Relying Party SAML 2 Attribute Query Profile Configuration

This profile configuration enables and configures the SAML 2 Attribute Query profile.

Basic Configuration

This profile is configured by adding the <ProfileConfiguration xsi:type="saml:SAML2AttributeQueryProfile" /> element to a RelyingParty definition.

Example SAML2 Attribute Query Profile Configuration

Advanced Configuration

The SAML2 Attribute Query profile configuration supports the following advanced configuration attributes:

• outboundArtifactType - Default artifact type used when sending responses via artifact, defaults to 4

• assertionLifetime - The lifetime, in milliseconds, for issued assertions, defaults to 300000 (5 minutes)

• assertionProxyCount - A non-negative integer used to populate the Count attribute in the assertion's ProxyRestriction element, defaults to 0.

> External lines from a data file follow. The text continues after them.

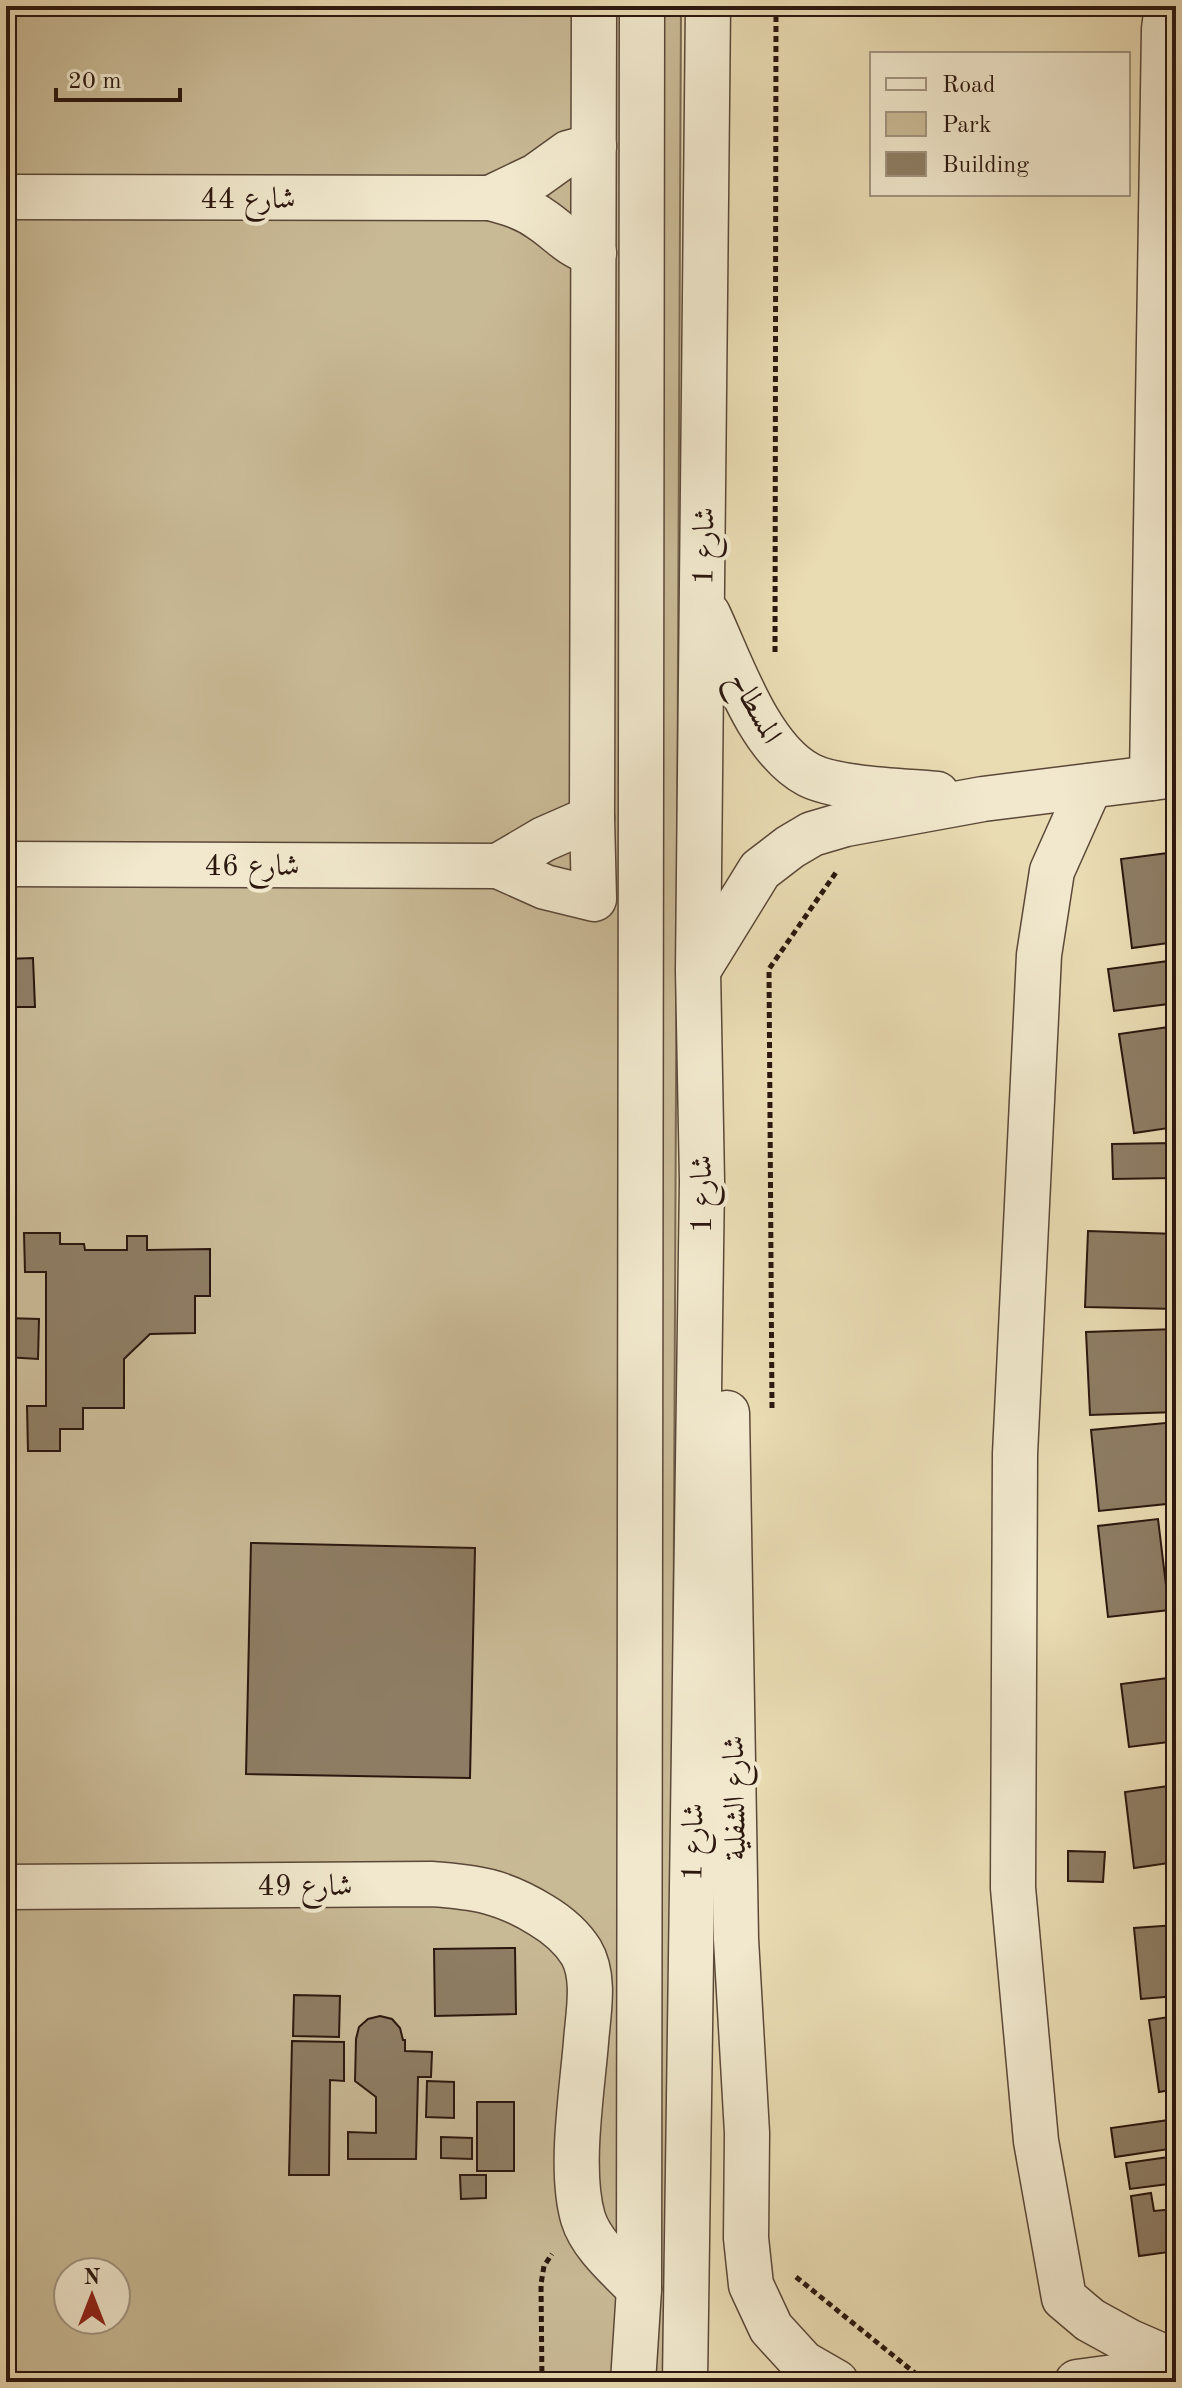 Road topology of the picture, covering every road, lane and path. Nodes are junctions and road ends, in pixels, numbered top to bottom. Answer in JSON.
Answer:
{"nodes":[{"id":1,"x":594,"y":6,"type":"edge"},
{"id":2,"x":642,"y":6,"type":"edge"},
{"id":3,"x":708,"y":6,"type":"edge"},
{"id":4,"x":776,"y":6,"type":"edge"},
{"id":5,"x":1167,"y":6,"type":"edge"},
{"id":6,"x":594,"y":146,"type":"junction"},
{"id":7,"x":6,"y":197,"type":"edge"},
{"id":8,"x":490,"y":198,"type":"junction"},
{"id":9,"x":594,"y":253,"type":"junction"},
{"id":10,"x":702,"y":600,"type":"junction"},
{"id":11,"x":776,"y":664,"type":"dead end"},
{"id":12,"x":1164,"y":777,"type":"edge"},
{"id":13,"x":1090,"y":786,"type":"junction"},
{"id":14,"x":983,"y":799,"type":"junction"},
{"id":15,"x":592,"y":818,"type":"junction"},
{"id":16,"x":846,"y":824,"type":"junction"},
{"id":17,"x":6,"y":864,"type":"edge"},
{"id":18,"x":498,"y":866,"type":"junction"},
{"id":19,"x":698,"y":970,"type":"junction"},
{"id":20,"x":702,"y":1181,"type":"junction"},
{"id":21,"x":772,"y":1416,"type":"dead end"},
{"id":22,"x":6,"y":1887,"type":"edge"},
{"id":23,"x":583,"y":2220,"type":"junction"},
{"id":24,"x":789,"y":2271,"type":"dead end"},
{"id":25,"x":639,"y":2289,"type":"junction"},
{"id":26,"x":1160,"y":2370,"type":"edge"},
{"id":27,"x":542,"y":2382,"type":"edge"},
{"id":28,"x":633,"y":2382,"type":"edge"},
{"id":29,"x":685,"y":2382,"type":"edge"},
{"id":30,"x":836,"y":2382,"type":"edge"},
{"id":31,"x":926,"y":2382,"type":"edge"},
{"id":32,"x":1077,"y":2382,"type":"edge"}],
"edges":[{"from":1,"to":6,"type":"street"},
{"from":2,"to":25,"type":"street","name":"شارع 1"},
{"from":3,"to":10,"type":"street","name":"شارع 1"},
{"from":4,"to":11,"type":"path"},
{"from":5,"to":12,"type":"street","name":"المسطاح"},
{"from":6,"to":8,"type":"street","name":"شارع 44"},
{"from":6,"to":9,"type":"street"},
{"from":7,"to":8,"type":"street","name":"شارع 44"},
{"from":8,"to":9,"type":"street","name":"شارع 44"},
{"from":9,"to":15,"type":"street"},
{"from":10,"to":14,"type":"street","name":"المسطاح"},
{"from":10,"to":19,"type":"street","name":"شارع 1"},
{"from":12,"to":13,"type":"street","name":"المسطاح"},
{"from":13,"to":14,"type":"street","name":"المسطاح"},
{"from":13,"to":26,"type":"street"},
{"from":14,"to":16,"type":"street","name":"المسطاح"},
{"from":15,"to":18,"type":"street"},
{"from":15,"to":18,"type":"street","name":"شارع 46"},
{"from":16,"to":19,"type":"street","name":"المسطاح"},
{"from":16,"to":21,"type":"path"},
{"from":17,"to":18,"type":"street","name":"شارع 46"},
{"from":19,"to":20,"type":"street","name":"شارع 1"},
{"from":20,"to":29,"type":"street","name":"شارع 1"},
{"from":20,"to":30,"type":"street","name":"شارع الشفلية"},
{"from":22,"to":23,"type":"street","name":"شارع 49"},
{"from":23,"to":25,"type":"street"},
{"from":23,"to":27,"type":"path"},
{"from":24,"to":31,"type":"path"},
{"from":25,"to":28,"type":"street","name":"شارع 1"},
{"from":26,"to":32,"type":"street"}]} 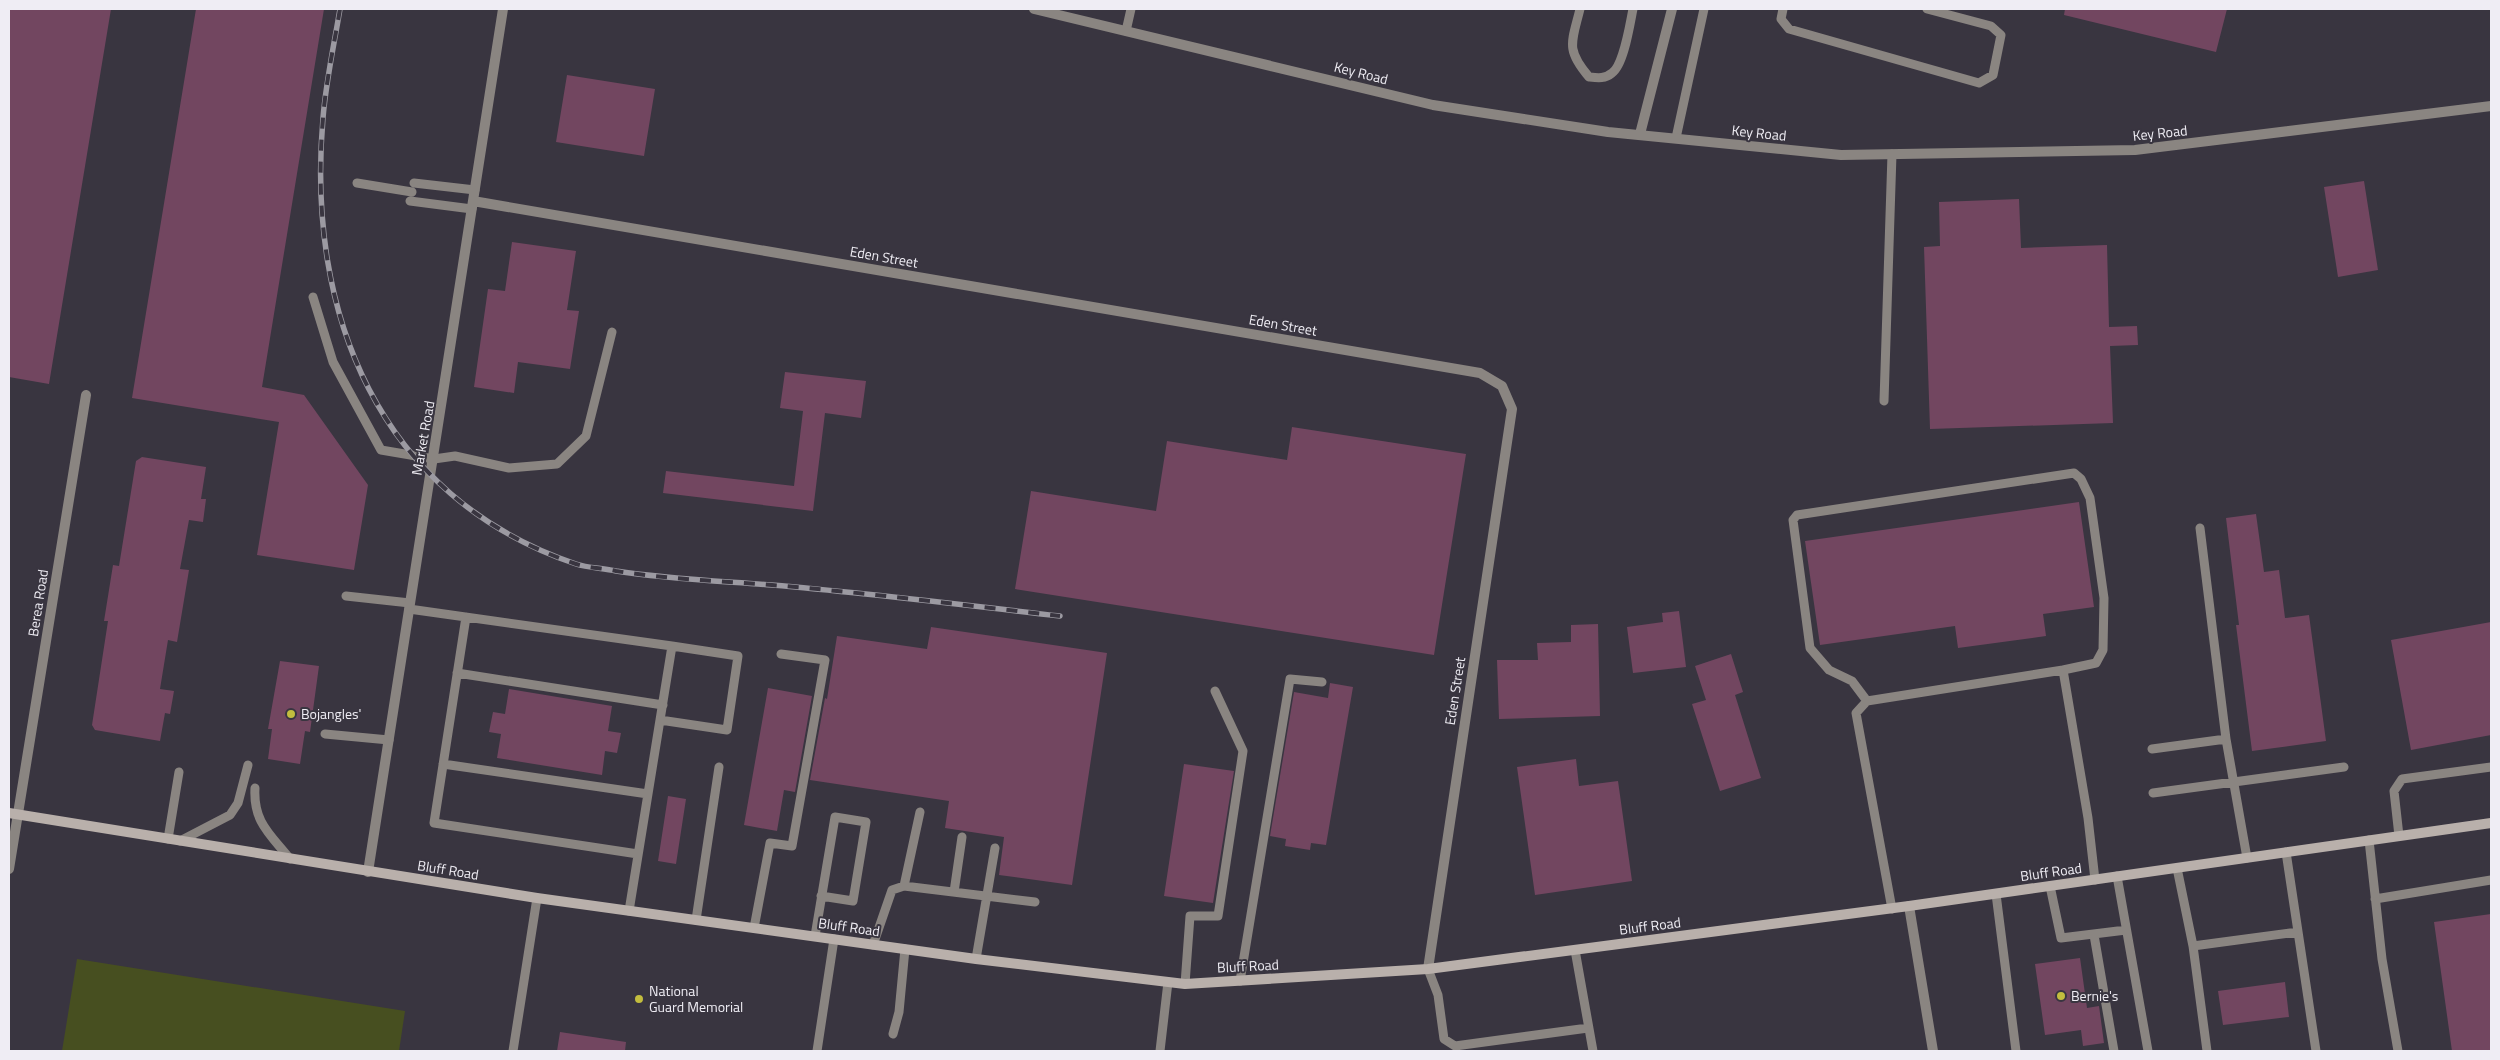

• includeConditionsNotBefore - (V2.4.0+) Include a NotBefore timestamp in the assertions' validity conditions, defaults to true

• signResponses - see Configuring XML Signature and Encryption

• signAssertions - see Configuring XML Signature and Encryption

• signRequests - see Configuring XML Signature and Encryption

• encryptAssertions - see Configuring XML Signature and Encryption

• encryptNameIds - see Configuring XML Signature and Encryption

In addition, the SAML 2 Attribute Query profile configuration element supports two child elements.

• <Audience>, whose content is used to populate the <Audience> elements of <AudienceRestriction> element. This element may appear any number of times, one for each audience.

• <ProxyAudience>, whose content is used to populate the <Audience> elements of the <ProxyRestriction> condition element. This element may appear any number of times, one for each audience.